▶ **TASK BRIEF**: Your answer must be the lines from the start of the records through the line with "ring mcp: (318, 257)", exactly as written, without the pictures.

▶ **EXERCISE MATERIALS**:
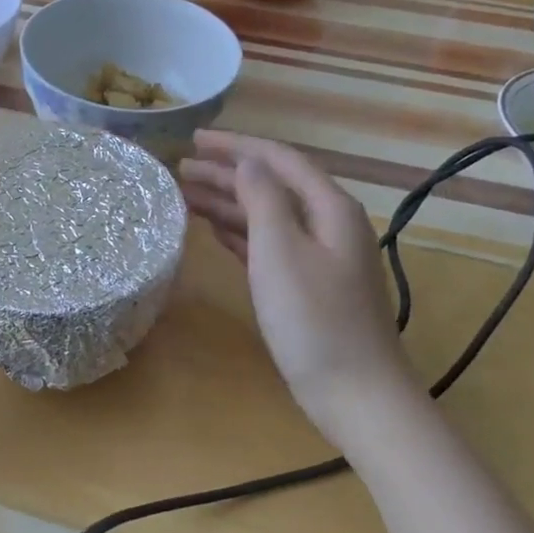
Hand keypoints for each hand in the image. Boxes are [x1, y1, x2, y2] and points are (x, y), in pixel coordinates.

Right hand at [179, 132, 415, 435]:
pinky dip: (239, 233)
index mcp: (328, 208)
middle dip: (225, 173)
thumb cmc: (314, 318)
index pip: (278, 160)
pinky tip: (213, 230)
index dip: (235, 146)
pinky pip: (267, 245)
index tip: (194, 140)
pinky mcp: (305, 286)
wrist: (354, 392)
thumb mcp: (281, 250)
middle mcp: (327, 224)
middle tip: (179, 169)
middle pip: (271, 186)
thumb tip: (247, 164)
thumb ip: (262, 199)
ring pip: (266, 216)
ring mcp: (318, 257)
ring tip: (184, 196)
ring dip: (228, 203)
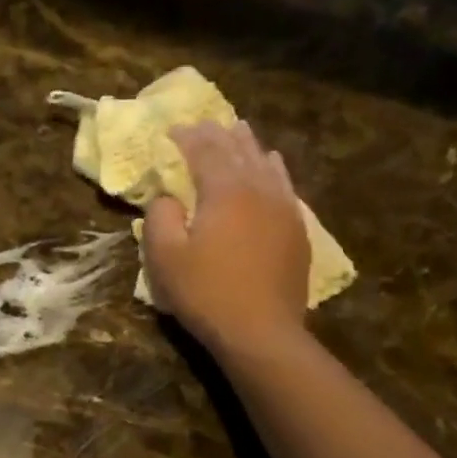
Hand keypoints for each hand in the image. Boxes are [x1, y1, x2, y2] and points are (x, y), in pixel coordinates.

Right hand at [142, 120, 309, 356]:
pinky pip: (284, 186)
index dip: (187, 137)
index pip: (205, 150)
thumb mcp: (165, 258)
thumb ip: (160, 217)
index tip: (172, 130)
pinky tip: (271, 168)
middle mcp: (259, 189)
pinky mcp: (296, 230)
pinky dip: (272, 170)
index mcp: (225, 190)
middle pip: (239, 149)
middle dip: (218, 134)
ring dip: (248, 146)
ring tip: (239, 133)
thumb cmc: (206, 294)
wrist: (261, 332)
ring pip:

▶ **ANSWER SECTION**:
Hand keypoints for each hand in the image. Boxes are [x1, y1, x2, y2] and points are (x, y), in pixel coordinates.

Right hand at [179, 132, 415, 435]:
pinky dip: (239, 233)
index mcp: (328, 208)
middle dip: (225, 173)
thumb cmc: (314, 318)
index pip: (278, 160)
pinky tip: (213, 230)
index dip: (235, 146)
pinky pip: (267, 245)
index tip: (194, 140)
pinky mcp: (305, 286)
wrist: (354, 392)
thumb mcp: (281, 250)
middle mcp: (327, 224)
middle tip: (179, 169)
middle pip: (271, 186)
thumb tip: (247, 164)
thumb ip: (262, 199)
ring pip: (266, 216)
ring mcp: (318, 257)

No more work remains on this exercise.